Date et heure : 5 au 9 mars de 12h à 18h. Finissage le 9 mars de 15h à 18h.

Communiqué
«Cette histoire débute par l’expérience d’un lieu. Un lieu d’interstice entre la ville et le fleuve. Sur les berges à Verdun, je déambule parmi les espaces en friche. Mon tracé se laisse guider par les bifurcations des lignes de désir des corps en mouvement. Le monde végétal devient mon espace de refuge. Par la prolifération de leurs motifs, les corps-matières qui y cohabitent donnent vie à des récits où les frontières se dissolvent. D’étranges fictions en peuplent mes visions.

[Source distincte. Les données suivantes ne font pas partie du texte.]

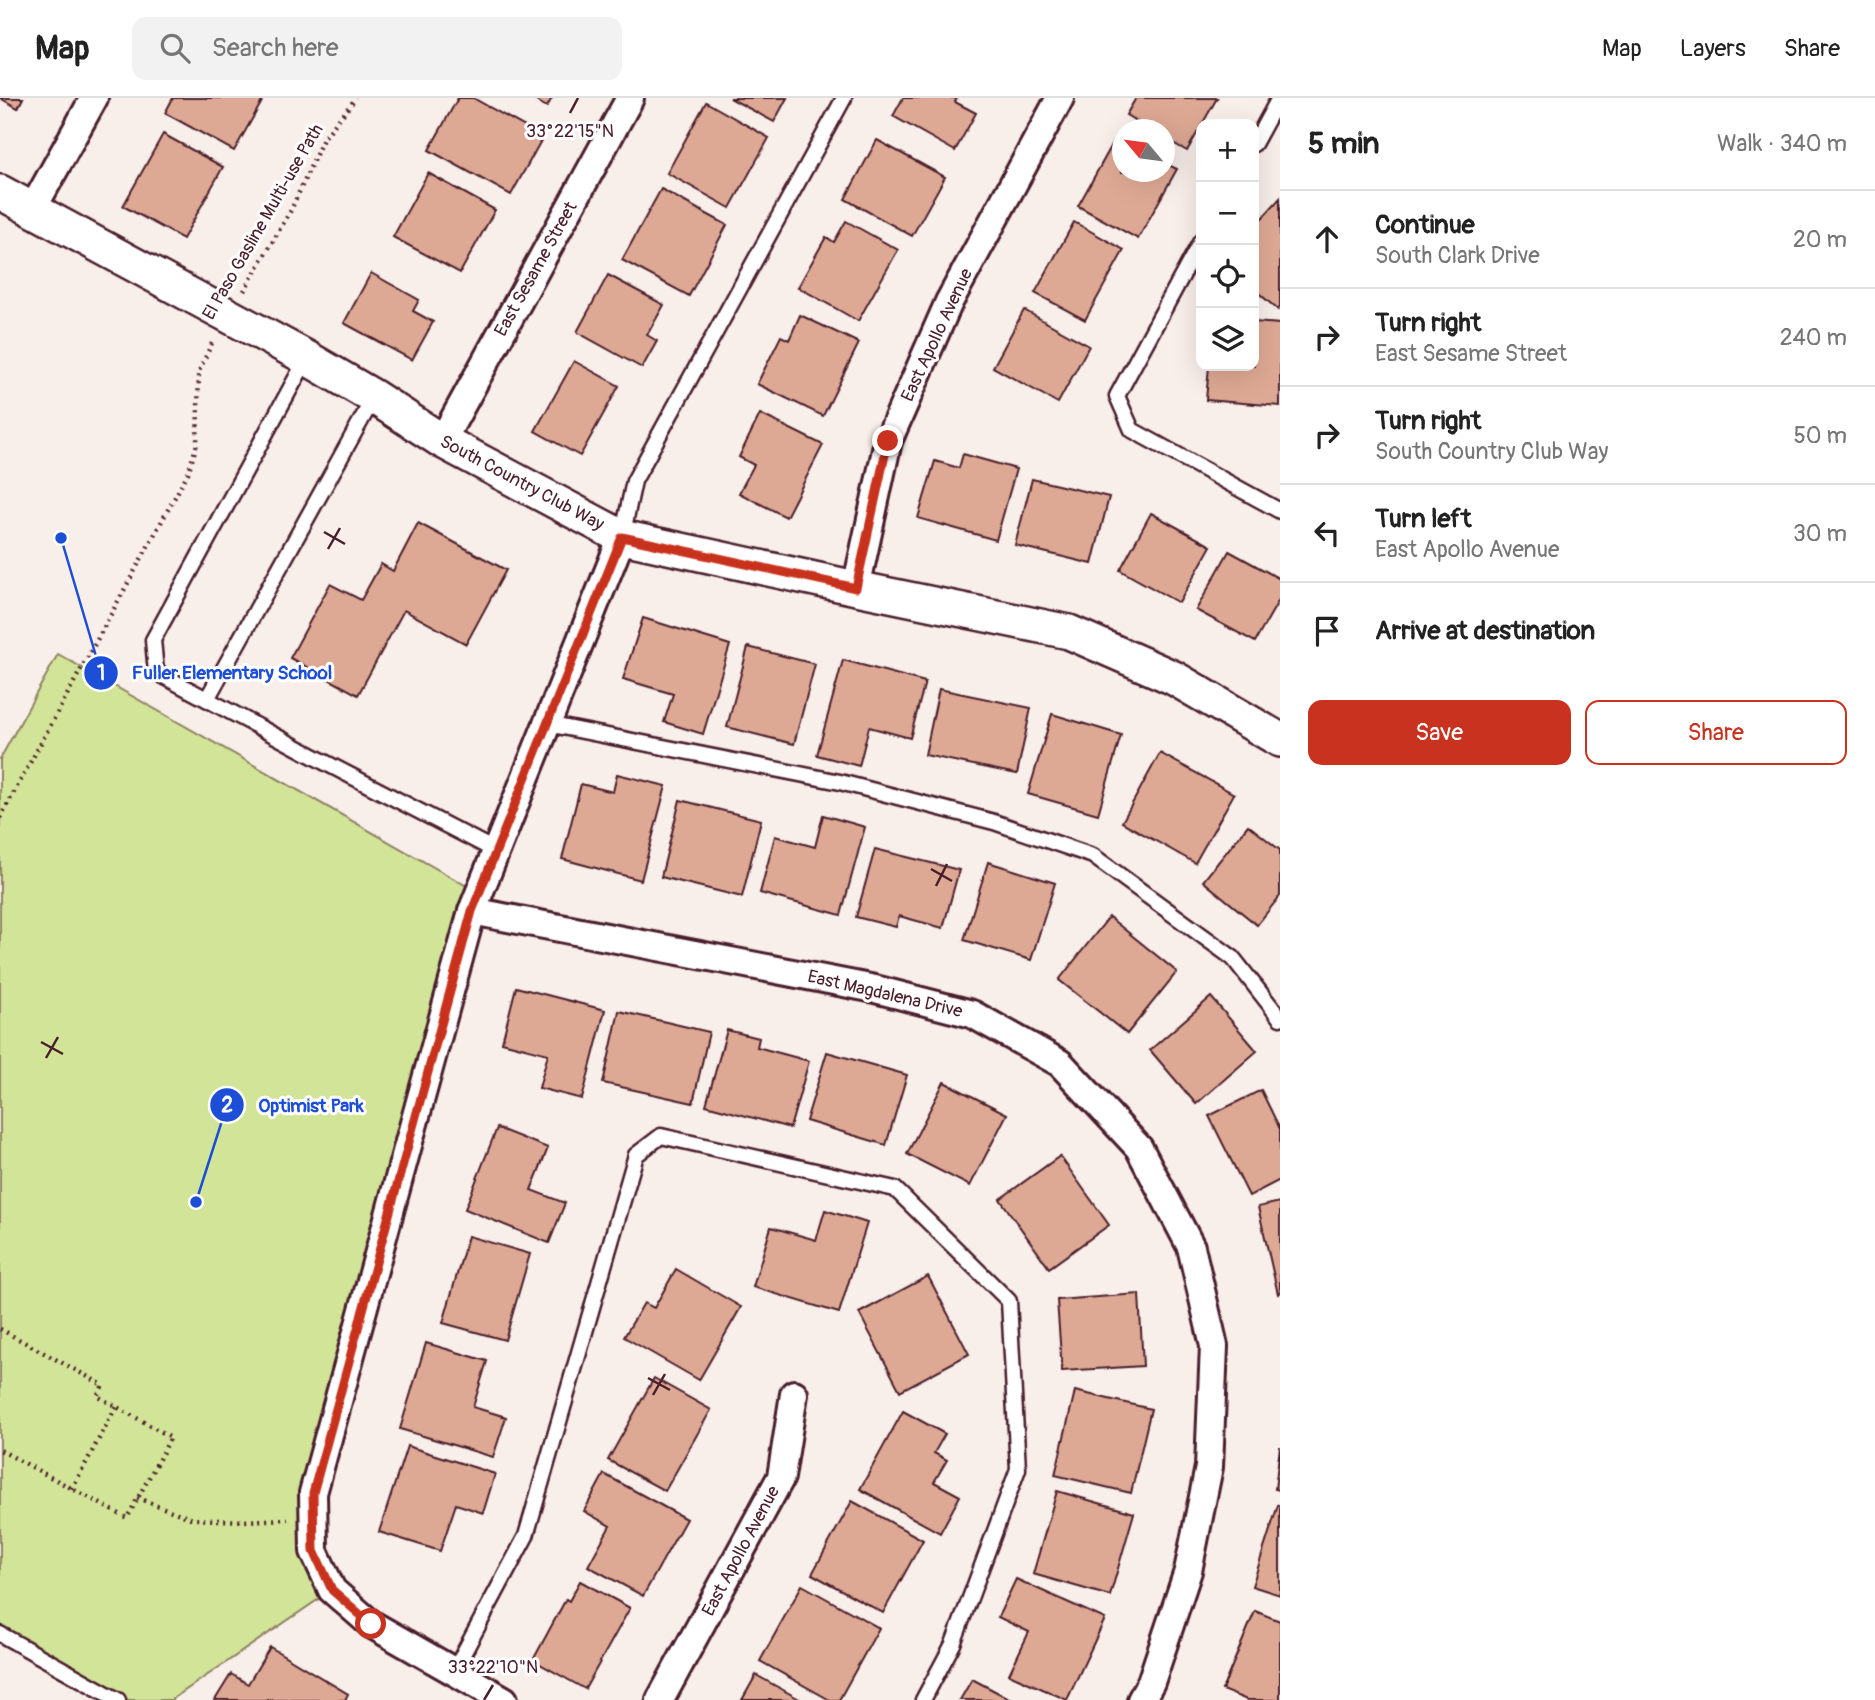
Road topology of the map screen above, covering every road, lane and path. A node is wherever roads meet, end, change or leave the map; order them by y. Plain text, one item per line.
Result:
1 (94, 98) edge
2 (356, 98) edge
3 (629, 98) edge
4 (844, 98) edge
5 (1060, 98) edge
6 (1279, 98) edge
7 (1259, 135) edge
8 (0, 192) edge
9 (32, 210) junction
10 (1199, 245) edge
11 (225, 315) junction
12 (307, 358) junction
13 (374, 397) junction
14 (442, 440) junction
15 (1280, 511) edge
16 (622, 537) junction
17 (856, 588) junction
18 (207, 699) junction
19 (547, 724) junction
20 (1280, 740) edge
21 (0, 818) edge
22 (496, 851) junction
23 (472, 911) junction
24 (1280, 1018) edge
25 (0, 1329) edge
26 (794, 1394) dead end
27 (117, 1407) junction
28 (0, 1450) edge
29 (72, 1489) junction
30 (137, 1498) junction
31 (313, 1518) junction
32 (0, 1634) edge
33 (454, 1671) junction
34 (118, 1700) edge
35 (505, 1700) edge
36 (660, 1700) edge
37 (923, 1700) edge
38 (1141, 1700) edge

1 - 9 street
2 - 11 path, El Paso Gasline Multi-use Path
3 - 14 street, East Sesame Street
4 - 16 lane
5 - 17 street, East Apollo Avenue
6 - 7 lane
8 - 9 street, South Country Club Way
9 - 11 street, South Country Club Way
10 - 15 lane
11 - 12 street, South Country Club Way
11 - 21 path, El Paso Gasline Multi-use Path
12 - 13 street, South Country Club Way
12 - 18 lane
13 - 14 street, South Country Club Way
13 - 18 lane
14 - 16 street, South Country Club Way
16 - 17 street, South Country Club Way
16 - 19 street
17 - 20 street, South Country Club Way
18 - 22 lane
19 - 22 street
19 - 24 lane
22 - 23 street
23 - 31 street
23 - 38 street, East Magdalena Drive
25 - 27 path
26 - 36 street, East Apollo Avenue
27 - 29 path
27 - 30 path
28 - 29 path
29 - 30 path
30 - 31 path
31 - 33 street
32 - 34 lane
33 - 35 street
33 - 37 lane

Afin d’imaginer de nouveaux mondes qui s’écartent de la norme, j’explore la peinture comme un lieu d’expériences nouvelles où la désorientation nous invite à interroger nos manières de voir. Par mes abstractions déviantes, je pars à la découverte de la nature incertaine de l’art. Je puise dans ses motifs pour créer des structures inédites inspirées du monde végétal. J’y jardine des possibles en explorant les potentialités matérielles de la peinture où mes gestes spéculent des agencements entre les matières, les formes et les couleurs. Elles se rencontrent et se métamorphosent au gré de mes fictions dans cet étrange nouveau monde où tout semble exister dans un même espace-temps. Le motif du jardin précaire me sert à tisser des récits non reconnus de l’expérience queer pour imaginer une écologie de la différence. Des histoires où savoirs et sensibilités s’allient dans une redéfinition des frontières entre les corps qui cohabitent. En décentrant les regards, qu’est-ce que la peinture donne à voir?»
Jacinthe Marcoux-Derasp
Sujet de recherche
Des jardins précaires : création d'espaces fictifs en peinture comme lieu de rencontre avec l'altérité par une approche écoféministe du savoir-faire
Direction de recherche : Christine Major.